Martin Molin of Winergatan showing the project breakdown of his Marble Machine - jedimastert
https://www.youtube.com/watch?v=y0JFQY2kh4A&t=1m28s
======
jedimastert
A few years ago (I think it popped up on HN and all over Reddit) Martin made
the Marble Machine[0], which was Rube Goldberg-style machine inspired by
mechanical clockwork music devices like clock-towers, music boxes, and street
organs. A little less than a year, he announced that he would be making a
newer version with much more design intent, better precision, and the ability
to tear it down to take it on a world tour.

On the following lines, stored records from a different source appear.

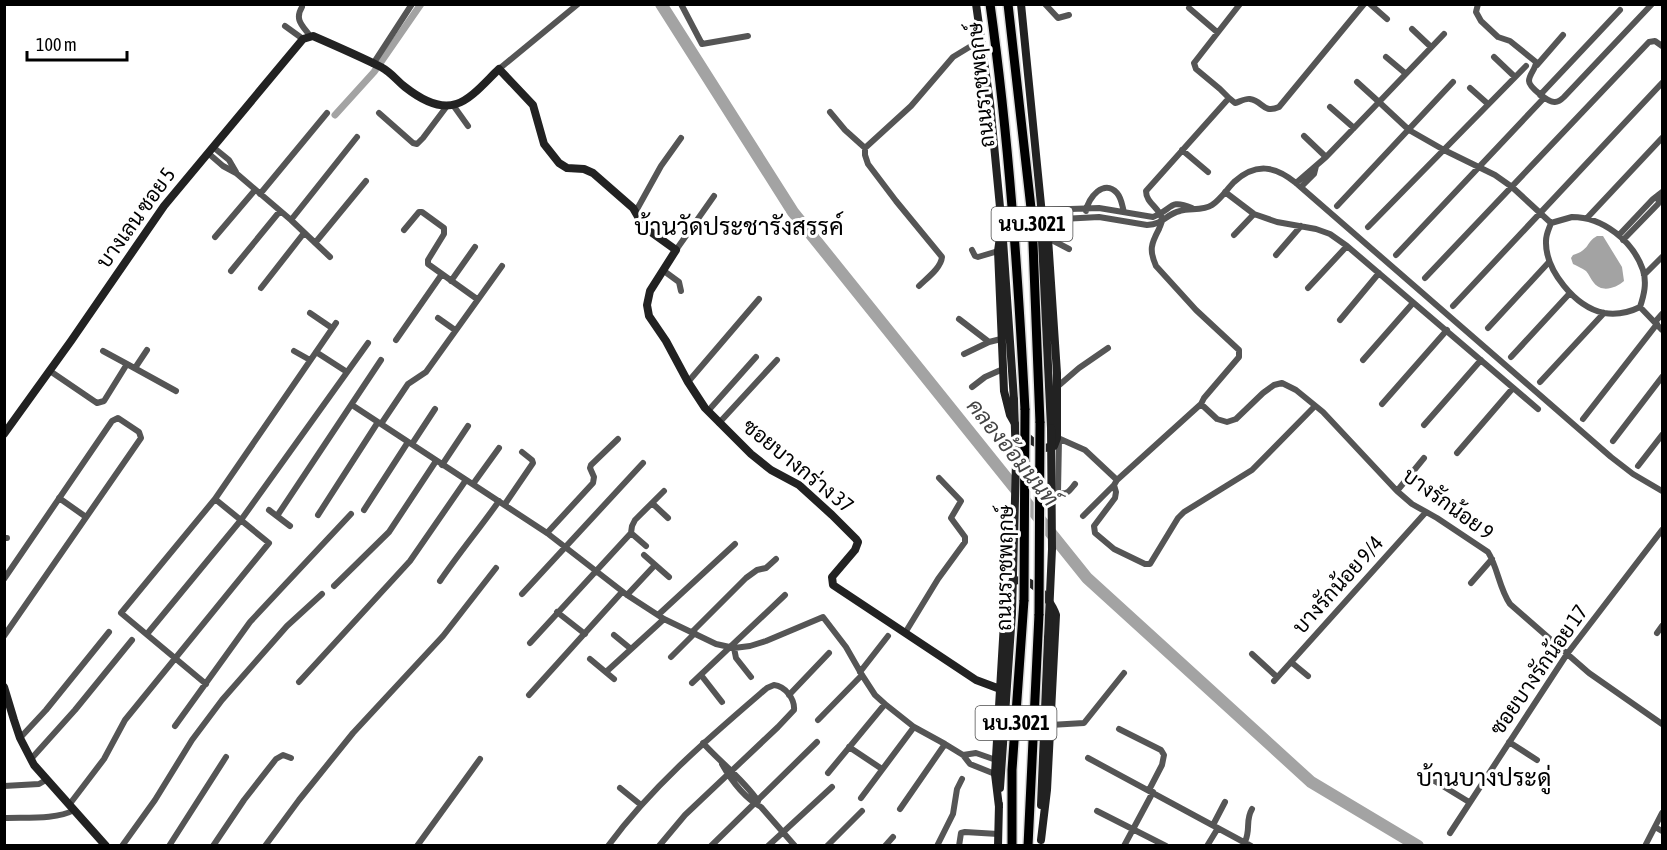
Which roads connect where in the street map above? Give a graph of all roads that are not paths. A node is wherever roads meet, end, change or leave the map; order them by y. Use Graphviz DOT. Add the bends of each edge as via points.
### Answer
graph roads {
  1 [pos="412,4"];
  2 [pos="578,4"];
  3 [pos="681,4"];
  4 [pos="976,4"];
  5 [pos="990,4"];
  6 [pos="1008,4"];
  7 [pos="1021,4"];
  8 [pos="1045,4"];
  9 [pos="1240,4"];
  10 [pos="1364,4"];
  11 [pos="1370,4"];
  12 [pos="1478,4"];
  13 [pos="1652,4"];
  14 [pos="302,7"];
  15 [pos="1189,8"];
  16 [pos="1620,10"];
  17 [pos="1069,15"];
  18 [pos="1387,19"];
  19 [pos="285,26"];
  20 [pos="1412,28"];
  21 [pos="1217,32"];
  22 [pos="1444,34"];
  23 [pos="1563,35"];
  24 [pos="748,36"];
  25 [pos="307,38"];
  26 [pos="981,40"];
  27 [pos="1662,46"];
  28 [pos="1431,47"];
  29 [pos="1386,57"];
  30 [pos="1494,57"];
  31 [pos="1537,64"];
  32 [pos="376,66"];
  33 [pos="1526,66"];
  34 [pos="499,69"];
  35 [pos="1406,73"];
  36 [pos="1515,77"];
  37 [pos="1357,82"];
  38 [pos="1453,82"];
  39 [pos="1662,83"];
  40 [pos="1470,88"];
  41 [pos="1542,96"];
  42 [pos="1229,98"];
  43 [pos="1378,102"];
  44 [pos="1488,104"];
  45 [pos="450,106"];
  46 [pos="1330,107"];
  47 [pos="379,112"];
  48 [pos="830,112"];
  49 [pos="327,113"];
  50 [pos="468,126"];
  51 [pos="1354,128"];
  52 [pos="1410,130"];
  53 [pos="1304,136"];
  54 [pos="357,137"];
  55 [pos="681,138"];
  56 [pos="1662,138"];
  57 [pos="865,148"];
  58 [pos="211,150"];
  59 [pos="1182,150"];
  60 [pos="1444,150"];
  61 [pos="1326,157"];
  62 [pos="1479,167"];
  63 [pos="1208,172"];
  64 [pos="366,182"];
  65 [pos="1298,185"];
  66 [pos="1512,187"];
  67 [pos="258,192"];
  68 [pos="1226,192"];
  69 [pos="1662,193"];
  70 [pos="714,196"];
  71 [pos="1337,206"];
  72 [pos="1086,208"];
  73 [pos="1042,210"];
  74 [pos="280,211"];
  75 [pos="636,211"];
  76 [pos="1124,212"];
  77 [pos="1540,213"];
  78 [pos="1254,214"];
  79 [pos="1086,218"];
  80 [pos="1161,218"];
  81 [pos="1587,218"];
  82 [pos="291,220"];
  83 [pos="1043,222"];
  84 [pos="1551,223"];
  85 [pos="1002,224"];
  86 [pos="1301,226"];
  87 [pos="1368,227"];
  88 [pos="404,230"];
  89 [pos="304,233"];
  90 [pos="1234,235"];
  91 [pos="215,237"];
  92 [pos="1048,238"];
  93 [pos="1621,238"];
  94 [pos="315,243"];
  95 [pos="1347,246"];
  96 [pos="475,247"];
  97 [pos="1070,249"];
  98 [pos="676,250"];
  99 [pos="972,250"];
  100 [pos="998,251"];
  101 [pos="1276,255"];
  102 [pos="1396,255"];
  103 [pos="330,257"];
  104 [pos="1662,257"];
  105 [pos="1549,262"];
  106 [pos="502,266"];
  107 [pos="231,271"];
  108 [pos="664,271"];
  109 [pos="1379,273"];
  110 [pos="442,274"];
  111 [pos="1644,275"];
  112 [pos="1425,278"];
  113 [pos="451,281"];
  114 [pos="919,286"];
  115 [pos="261,288"];
  116 [pos="1308,288"];
  117 [pos="681,291"];
  118 [pos="1570,293"];
  119 [pos="477,299"];
  120 [pos="759,299"];
  121 [pos="1413,303"];
  122 [pos="1453,306"];
  123 [pos="1640,307"];
  124 [pos="1604,313"];
  125 [pos="310,314"];
  126 [pos="1662,314"];
  127 [pos="438,318"];
  128 [pos="959,319"];
  129 [pos="1340,320"];
  130 [pos="1658,325"];
  131 [pos="1488,328"];
  132 [pos="455,330"];
  133 [pos="1447,330"];
  134 [pos="1001,339"];
  135 [pos="396,340"];
  136 [pos="989,342"];
  137 [pos="368,343"];
  138 [pos="1108,348"];
  139 [pos="147,350"];
  140 [pos="103,351"];
  141 [pos="294,351"];
  142 [pos="316,352"];
  143 [pos="964,354"];
  144 [pos="756,357"];
  145 [pos="1512,357"];
  146 [pos="310,360"];
  147 [pos="381,360"];
  148 [pos="777,360"];
  149 [pos="1363,360"];
  150 [pos="1481,360"];
  151 [pos="127,364"];
  152 [pos="135,368"];
  153 [pos="1003,369"];
  154 [pos="50,370"];
  155 [pos="347,372"];
  156 [pos="1662,377"];
  157 [pos="688,382"];
  158 [pos="1540,382"];
  159 [pos="972,387"];
  160 [pos="1056,388"];
  161 [pos="1513,388"];
  162 [pos="176,391"];
  163 [pos="1201,404"];
  164 [pos="352,405"];
  165 [pos="1382,405"];
  166 [pos="1316,406"];
  167 [pos="435,409"];
  168 [pos="1538,409"];
  169 [pos="708,411"];
  170 [pos="1583,419"];
  171 [pos="380,423"];
  172 [pos="719,423"];
  173 [pos="1424,424"];
  174 [pos="468,426"];
  175 [pos="4,434"];
  176 [pos="1662,435"];
  177 [pos="618,439"];
  178 [pos="1058,439"];
  179 [pos="1612,441"];
  180 [pos="410,443"];
  181 [pos="499,448"];
  182 [pos="522,452"];
  183 [pos="1457,453"];
  184 [pos="1424,459"];
  185 [pos="439,463"];
  186 [pos="643,463"];
  187 [pos="1638,465"];
  188 [pos="939,478"];
  189 [pos="466,480"];
  190 [pos="1115,483"];
  191 [pos="473,484"];
  192 [pos="1075,484"];
  193 [pos="664,491"];
  194 [pos="1397,491"];
  195 [pos="1662,491"];
  196 [pos="59,498"];
  197 [pos="215,499"];
  198 [pos="502,502"];
  199 [pos="652,503"];
  200 [pos="269,510"];
  201 [pos="364,510"];
  202 [pos="1426,512"];
  203 [pos="351,514"];
  204 [pos="318,515"];
  205 [pos="277,516"];
  206 [pos="1083,516"];
  207 [pos="86,517"];
  208 [pos="668,518"];
  209 [pos="241,520"];
  210 [pos="290,526"];
  211 [pos="1662,531"];
  212 [pos="547,533"];
  213 [pos="631,533"];
  214 [pos="735,544"];
  215 [pos="646,546"];
  216 [pos="565,547"];
  217 [pos="644,555"];
  218 [pos="776,559"];
  219 [pos="1492,559"];
  220 [pos="655,565"];
  221 [pos="496,568"];
  222 [pos="595,571"];
  223 [pos="669,578"];
  224 [pos="4,579"];
  225 [pos="440,580"];
  226 [pos="1472,582"];
  227 [pos="334,586"];
  228 [pos="1039,590"];
  229 [pos="322,594"];
  230 [pos="522,594"];
  231 [pos="624,594"];
  232 [pos="785,595"];
  233 [pos="557,612"];
  234 [pos="661,617"];
  235 [pos="1662,626"];
  236 [pos="109,632"];
  237 [pos="694,633"];
  238 [pos="904,633"];
  239 [pos="1657,633"];
  240 [pos="147,634"];
  241 [pos="585,634"];
  242 [pos="614,635"];
  243 [pos="4,636"];
  244 [pos="888,636"];
  245 [pos="132,640"];
  246 [pos="530,643"];
  247 [pos="732,647"];
  248 [pos="631,649"];
  249 [pos="829,653"];
  250 [pos="1252,654"];
  251 [pos="1566,654"];
  252 [pos="671,657"];
  253 [pos="176,658"];
  254 [pos="590,659"];
  255 [pos="1291,662"];
  256 [pos="606,672"];
  257 [pos="861,673"];
  258 [pos="1124,673"];
  259 [pos="701,675"];
  260 [pos="1308,676"];
  261 [pos="751,677"];
  262 [pos="614,680"];
  263 [pos="299,682"];
  264 [pos="692,683"];
  265 [pos="206,684"];
  266 [pos="4,687"];
  267 [pos="1000,688"];
  268 [pos="529,695"];
  269 [pos="789,695"];
  270 [pos="722,702"];
  271 [pos="885,704"];
  272 [pos="818,720"];
  273 [pos="1662,724"];
  274 [pos="1050,725"];
  275 [pos="175,726"];
  276 [pos="914,728"];
  277 [pos="1119,729"];
  278 [pos="20,738"];
  279 [pos="817,742"];
  280 [pos="1509,742"];
  281 [pos="703,743"];
  282 [pos="945,744"];
  283 [pos="849,747"];
  284 [pos="963,755"];
  285 [pos="226,757"];
  286 [pos="291,758"];
  287 [pos="1088,758"];
  288 [pos="31,759"];
  289 [pos="480,759"];
  290 [pos="996,760"];
  291 [pos="1537,760"];
  292 [pos="882,769"];
  293 [pos="729,772"];
  294 [pos="828,773"];
  295 [pos="995,774"];
  296 [pos="962,779"];
  297 [pos="46,780"];
  298 [pos="1433,780"];
  299 [pos="4,786"];
  300 [pos="832,787"];
  301 [pos="620,788"];
  302 [pos="1151,791"];
  303 [pos="861,798"];
  304 [pos="756,802"];
  305 [pos="1225,802"];
  306 [pos="1469,802"];
  307 [pos="641,805"];
  308 [pos="71,807"];
  309 [pos="999,807"];
  310 [pos="900,809"];
  311 [pos="1252,809"];
  312 [pos="862,811"];
  313 [pos="1097,811"];
  314 [pos="1662,813"];
  315 [pos="4,819"];
  316 [pos="1215,826"];
  317 [pos="1654,827"];
  318 [pos="1133,830"];
  319 [pos="783,831"];
  320 [pos="1662,831"];
  321 [pos="1450,833"];
  322 [pos="998,834"];
  323 [pos="893,837"];
  324 [pos="1041,843"];
  325 [pos="1248,844"];
  326 [pos="106,846"];
  327 [pos="122,846"];
  328 [pos="169,846"];
  329 [pos="213,846"];
  330 [pos="265,846"];
  331 [pos="417,846"];
  332 [pos="608,846"];
  333 [pos="659,846"];
  334 [pos="711,846"];
  335 [pos="768,846"];
  336 [pos="795,846"];
  337 [pos="827,846"];
  338 [pos="885,846"];
  339 [pos="937,846"];
  340 [pos="959,846"];
  341 [pos="998,846"];
  342 [pos="1012,846"];
  343 [pos="1028,846"];
  344 [pos="1124,846"];
  345 [pos="1166,846"];
  346 [pos="1207,846"];
  347 [pos="1645,846"];
  1 -- 32 [label="street"];
  2 -- 34 [label="street"];
  3 -- 24 [label="street" via="702,44"];
  4 -- 26 [label="main road, นบ.3021"];
  5 -- 342 [label="main road, ถนนราชพฤกษ์ / นบ.3021, bridge" via="1020,302 1025,410 1024,600 1012,770"];
  6 -- 228 [label="main road, ถนนราชพฤกษ์ / นบ.3021, bridge" via="1032,217 1040,423"];
  7 -- 73 [label="main road, นบ.3021"];
  8 -- 17 [label="street" via="1058,18"];
  9 -- 21 [label="street"];
  10 -- 42 [label="street" via="1279,107 1272,110 1252,99 1235,103"];
  11 -- 18 [label="street"];
  12 -- 31 [label="street" via="1476,12 1481,21"];
  13 -- 41 [label="street" via="1564,97 1553,103"];
  14 -- 25 [label="street" via="298,20"];
  15 -- 21 [label="street"];
  16 -- 41 [label="street"];
  19 -- 25 [label="street"];
  20 -- 28 [label="street"];
  21 -- 42 [label="street" via="1194,66"];
  22 -- 28 [label="street"];
  23 -- 31 [label="street"];
  25 -- 32 [label="main road"];
  25 -- 58 [label="main road, บางเลน ซอย 5"];
  26 -- 57 [label="street" via="953,57 910,106"];
  26 -- 85 [label="main road, นบ.3021"];
  27 -- 66 [label="street" via="1649,42"];
  28 -- 35 [label="street"];
  29 -- 35 [label="street"];
  30 -- 36 [label="street"];
  31 -- 41 [label="street" via="1529,81"];
  32 -- 45 [label="main road" via="432,104"];
  33 -- 36 [label="street"];
  34 -- 45 [label="main road" via="465,100"];
  34 -- 75 [label="main road" via="533,105 544,144 560,164 593,173"];
  35 -- 43 [label="street"];
  36 -- 44 [label="street"];
  37 -- 43 [label="street"];
  38 -- 52 [label="street"];
  39 -- 77 [label="street"];
  40 -- 44 [label="street"];
  41 -- 62 [label="street"];
  42 -- 59 [label="street"];
  43 -- 51 [label="street"];
  43 -- 52 [label="street"];
  44 -- 60 [label="street"];
  45 -- 47 [label="street" via="417,144"];
  45 -- 50 [label="street"];
  46 -- 51 [label="street"];
  48 -- 57 [label="street"];
  49 -- 67 [label="street"];
  51 -- 61 [label="street"];
  52 -- 60 [label="street"];
  52 -- 71 [label="street"];
  53 -- 61 [label="street"];
  54 -- 82 [label="street"];
  55 -- 75 [label="street"];
  56 -- 81 [label="street"];
  57 -- 114 [label="street" via="868,164 942,257"];
  58 -- 67 [label="street" via="223,166"];
  58 -- 154 [label="main road, บางเลน ซอย 5" via="155,218"];
  59 -- 63 [label="street"];
  59 -- 80 [label="street" via="1146,191 1147,199"];
  60 -- 62 [label="street"];
  60 -- 87 [label="street"];
  61 -- 65 [label="street" via="1314,174"];
  62 -- 66 [label="street"];
  62 -- 102 [label="street"];
  64 -- 94 [label="street"];
  65 -- 68 [label="street" via="1284,173 1262,168 1241,176"];
  65 -- 195 [label="street" via="1611,457"];
  66 -- 77 [label="street"];
  66 -- 112 [label="street"];
  67 -- 74 [label="street"];
  67 -- 91 [label="street"];
  68 -- 78 [label="street"];
  68 -- 80 [label="street" via="1210,207"];
  69 -- 93 [label="street"];
  70 -- 98 [label="street"];
  72 -- 73 [label="street"];
  72 -- 76 [label="street"];
  72 -- 76 [label="street" via="1092,195 1106,189 1117,193"];
  72 -- 79 [label="street"];
  73 -- 83 [label="main road, นบ.3021"];
  74 -- 82 [label="street"];
  74 -- 107 [label="street"];
  75 -- 98 [label="main road" via="644,227"];
  76 -- 80 [label="street"];
  77 -- 84 [label="street"];
  77 -- 122 [label="street"];
  78 -- 86 [label="street"];
  78 -- 90 [label="street"];
  79 -- 80 [label="street" via="1147,225"];
  79 -- 83 [label="street"];
  80 -- 163 [label="street" via="1152,243 1156,266 1240,353"];
  81 -- 84 [label="street" via="1572,217"];
  81 -- 93 [label="street"];
  82 -- 89 [label="street"];
  83 -- 92 [label="main road"];
  83 -- 324 [label="main road, นบ.3021, bridge" via="1052,549"];
  84 -- 105 [label="street" via="1546,241"];
  85 -- 100 [label="main road"];
  85 -- 309 [label="main road, นบ.3021, bridge" via="1016,461 1012,613"];
  86 -- 95 [label="street" via="1330,234"];
  86 -- 101 [label="street"];
  88 -- 110 [label="street" via="419,212 444,228 428,260 430,267"];
  89 -- 94 [label="street"];
  89 -- 115 [label="street"];
  92 -- 97 [label="street"];
  92 -- 160 [label="main road"];
  93 -- 111 [label="street" via="1639,261"];
  94 -- 103 [label="street"];
  95 -- 109 [label="street"];
  95 -- 116 [label="street"];
  96 -- 113 [label="street"];
  98 -- 108 [label="main road, ซอยบางกร่าง 37"];
  99 -- 100 [label="street" via="978,257"];
  100 -- 134 [label="main road"];
  104 -- 111 [label="street"];
  105 -- 118 [label="street"];
  105 -- 131 [label="street"];
  106 -- 119 [label="street"];
  108 -- 117 [label="street" via="679,282"];
  108 -- 157 [label="main road, ซอยบางกร่าง 37" via="650,291 647,311"];
  109 -- 121 [label="street"];
  109 -- 129 [label="street"];
  110 -- 113 [label="street"];
  110 -- 135 [label="street"];
  111 -- 123 [label="street"];
  113 -- 119 [label="street"];
  118 -- 124 [label="street"];
  118 -- 145 [label="street"];
  119 -- 132 [label="street"];
  120 -- 157 [label="street"];
  121 -- 133 [label="street"];
  121 -- 149 [label="street"];
  123 -- 124 [label="street" via="1621,314"];
  123 -- 130 [label="street"];
  124 -- 158 [label="street"];
  125 -- 142 [label="street" via="334,325"];
  126 -- 130 [label="street"];
  127 -- 132 [label="street"];
  128 -- 136 [label="street"];
  130 -- 170 [label="street"];
  132 -- 171 [label="street" via="426,372 408,384"];
  133 -- 150 [label="street"];
  133 -- 165 [label="street"];
  134 -- 136 [label="street"];
  134 -- 153 [label="main road"];
  136 -- 143 [label="street"];
  137 -- 155 [label="street"];
  138 -- 160 [label="street"];
  139 -- 152 [label="street"];
  140 -- 151 [label="street"];
  141 -- 146 [label="street"];
  142 -- 146 [label="street"];
  142 -- 155 [label="street"];
  144 -- 169 [label="street"];
  146 -- 197 [label="street"];
  147 -- 164 [label="street"];
  148 -- 172 [label="street"];
  150 -- 161 [label="street"];
  150 -- 173 [label="street"];
  151 -- 152 [label="street"];
  151 -- 154 [label="street" via="99,403"];
  152 -- 162 [label="street"];
  153 -- 159 [label="street"];
  153 -- 178 [label="main road" via="1010,415 1018,429 1045,448 1054,446"];
  154 -- 175 [label="main road, บางเลน ซอย 5"];
  155 -- 209 [label="street"];
  156 -- 179 [label="street"];
  157 -- 169 [label="main road, ซอยบางกร่าง 37"];
  160 -- 178 [label="main road"];
  161 -- 168 [label="street"];
  161 -- 183 [label="street"];
  163 -- 166 [label="street, บางรักน้อย 9" via="1217,419 1227,422 1282,383"];
  163 -- 190 [label="street"];
  164 -- 171 [label="street"];
  164 -- 205 [label="street"];
  166 -- 190 [label="street" via="1252,470 1184,512 1150,564 1114,549 1095,533 1094,526 1115,498"];
  166 -- 194 [label="street, บางรักน้อย 9"];
  167 -- 180 [label="street"];
  169 -- 172 [label="main road, ซอยบางกร่าง 37"];
  171 -- 180 [label="street"];
  171 -- 204 [label="street"];
  172 -- 238 [label="main road, ซอยบางกร่าง 37" via="750,454 799,485 856,539 855,550 832,577 833,585"];
  174 -- 185 [label="street"];
  176 -- 187 [label="street"];
  177 -- 212 [label="street" via="591,465 593,483"];
  178 -- 190 [label="street" via="1085,450"];
  178 -- 192 [label="street" via="1058,492 1069,492"];
  180 -- 185 [label="street"];
  180 -- 201 [label="street"];
  181 -- 191 [label="street"];
  182 -- 198 [label="street" via="533,463"];
  184 -- 194 [label="street"];
  185 -- 189 [label="street"];
  185 -- 227 [label="street" via="389,532"];
  186 -- 216 [label="street"];
  188 -- 238 [label="street" via="962,501 951,518 965,542"];
  189 -- 191 [label="street"];
  189 -- 263 [label="street" via="410,561"];
  190 -- 206 [label="street"];
  191 -- 198 [label="street"];
  193 -- 199 [label="street"];
  194 -- 202 [label="street, บางรักน้อย 9"];
  196 -- 207 [label="street"];
  196 -- 207 [label="street" via="114,418 139,432 141,438"];
  196 -- 224 [label="street"];
  197 -- 209 [label="street"];
  197 -- 240 [label="street" via="122,613"];
  198 -- 212 [label="street"];
  198 -- 225 [label="street"];
  199 -- 208 [label="street"];
  199 -- 213 [label="street" via="635,520"];
  200 -- 205 [label="street"];
  202 -- 219 [label="street, บางรักน้อย 9" via="1488,552"];
  202 -- 255 [label="street, บางรักน้อย 9/4"];
  203 -- 265 [label="street" via="250,622"];
  205 -- 210 [label="street"];
  207 -- 243 [label="street"];
  209 -- 240 [label="street"];
  209 -- 253 [label="street" via="269,543"];
  211 -- 251 [label="street, ซอยบางรักน้อย 17"];
  212 -- 216 [label="street"];
  213 -- 215 [label="street"];
  213 -- 222 [label="street"];
  214 -- 234 [label="street"];
  216 -- 222 [label="street"];
  216 -- 230 [label="street"];
  217 -- 220 [label="street"];
  218 -- 237 [label="street" via="746,578"];
  219 -- 226 [label="street"];
  219 -- 251 [label="street, บางรักน้อย 9" via="1510,604"];
  220 -- 223 [label="street"];
  220 -- 231 [label="street"];
  221 -- 330 [label="street" via="443,636 352,733"];
  222 -- 231 [label="street"];
  222 -- 233 [label="street"];
  228 -- 267 [label="main road" via="1020,579 1006,589"];
  228 -- 274 [label="main road" via="1051,602 1056,615"];
  228 -- 343 [label="main road, ถนนราชพฤกษ์ / นบ.3021, bridge"];
  229 -- 327 [label="street" via="287,626 222,700"];
  231 -- 234 [label="street"];
  231 -- 241 [label="street"];
  232 -- 247 [label="street"];
  233 -- 241 [label="street"];
  233 -- 246 [label="street"];
  234 -- 237 [label="street"];
  234 -- 248 [label="street"];
  235 -- 239 [label="street"];
  236 -- 278 [label="street"];
  237 -- 247 [label="street"];
  237 -- 252 [label="street"];
  238 -- 267 [label="main road, ซอยบางกร่าง 37" via="976,680"];
  240 -- 253 [label="street"];
  241 -- 268 [label="street"];
  242 -- 248 [label="street"];
  244 -- 257 [label="street"];
  245 -- 288 [label="street"];
  247 -- 257 [label="street" via="766,641 823,617"];
  247 -- 259 [label="street"];
  247 -- 261 [label="street"];
  248 -- 256 [label="street"];
  249 -- 269 [label="street"];
  250 -- 255 [label="street, บางรักน้อย 9/4" via="1276,679"];
  251 -- 273 [label="street, บางรักน้อย 9"];
  251 -- 280 [label="street, ซอยบางรักน้อย 17"];
  253 -- 265 [label="street"];
  253 -- 308 [label="street" via="125,720"];
  254 -- 256 [label="street"];
  255 -- 260 [label="street"];
  256 -- 262 [label="street"];
  257 -- 271 [label="street"];
  257 -- 272 [label="street"];
  258 -- 274 [label="street" via="1084,723"];
  259 -- 264 [label="street"];
  259 -- 270 [label="street"];
  265 -- 275 [label="street"];
  266 -- 278 [label="main road"];
  267 -- 290 [label="main road"];
  269 -- 281 [label="street" via="780,686 771,686"];
  269 -- 293 [label="street" via="794,710"];
  271 -- 276 [label="street"];
  271 -- 283 [label="street"];
  274 -- 324 [label="main road"];
  276 -- 282 [label="street"];
  276 -- 292 [label="street"];
  277 -- 302 [label="street" via="1164,755"];
  278 -- 288 [label="main road"];
  279 -- 304 [label="street"];
  280 -- 291 [label="street"];
  280 -- 306 [label="street, ซอยบางรักน้อย 17"];
  281 -- 293 [label="street"];
  281 -- 307 [label="street"];
  282 -- 284 [label="street"];
  282 -- 310 [label="street"];
  283 -- 292 [label="street"];
  283 -- 294 [label="street"];
  284 -- 290 [label="street" via="976,753"];
  284 -- 295 [label="street" via="970,764"];
  285 -- 328 [label="street"];
  286 -- 329 [label="street" via="283,755 276,759"];
  287 -- 302 [label="street"];
  288 -- 297 [label="main road"];
  289 -- 331 [label="street"];
  290 -- 295 [label="main road"];
  292 -- 303 [label="street"];
  293 -- 304 [label="street"];
  293 -- 333 [label="street"];
  295 -- 309 [label="main road"];
  296 -- 339 [label="street" via="953,814"];
  297 -- 299 [label="street"];
  297 -- 308 [label="main road"];
  298 -- 306 [label="street"];
  300 -- 319 [label="street"];
  301 -- 307 [label="street"];
  302 -- 316 [label="street"];
  302 -- 318 [label="street"];
  304 -- 319 [label="street"];
  304 -- 334 [label="street"];
  305 -- 316 [label="street"];
  306 -- 321 [label="street, ซอยบางรักน้อย 17"];
  307 -- 332 [label="street"];
  308 -- 315 [label="street" via="68,813 54,816"];
  308 -- 326 [label="main road"];
  309 -- 322 [label="main road, นบ.3021"];
  311 -- 325 [label="street"];
  312 -- 337 [label="street"];
  313 -- 318 [label="street"];
  314 -- 317 [label="street"];
  316 -- 325 [label="street"];
  316 -- 346 [label="street"];
  317 -- 320 [label="street"];
  317 -- 347 [label="street"];
  318 -- 344 [label="street"];
  318 -- 345 [label="street"];
  319 -- 335 [label="street"];
  319 -- 336 [label="street"];
  322 -- 340 [label="street" via="964,832"];
  322 -- 341 [label="main road, นบ.3021"];
  323 -- 338 [label="street"];
}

I personally have been following the project through the weekly videos he puts
up about the various design challenges he's been facing, and how his team has
been growing from himself to around 10 people. The growth, scale, and skill
seen from Martin has been amazing. The project has gotten to the point that he
met with the developers of Fusion 360 because the model had so many parts it
almost broke the program[1].

I figured that this video would be interesting to HN because it discusses the
project management of such a massive endeavor, and I think the project as a
whole might appeal to the hacker/maker side of HN.

[0]:[https://www.youtube.com/watch?v=IvUU8joBb1Q](https://www.youtube.com/watch?v=IvUU8joBb1Q)

[1]:[https://www.youtube.com/watch?v=9zL8pRDxPck](https://www.youtube.com/watch?v=9zL8pRDxPck)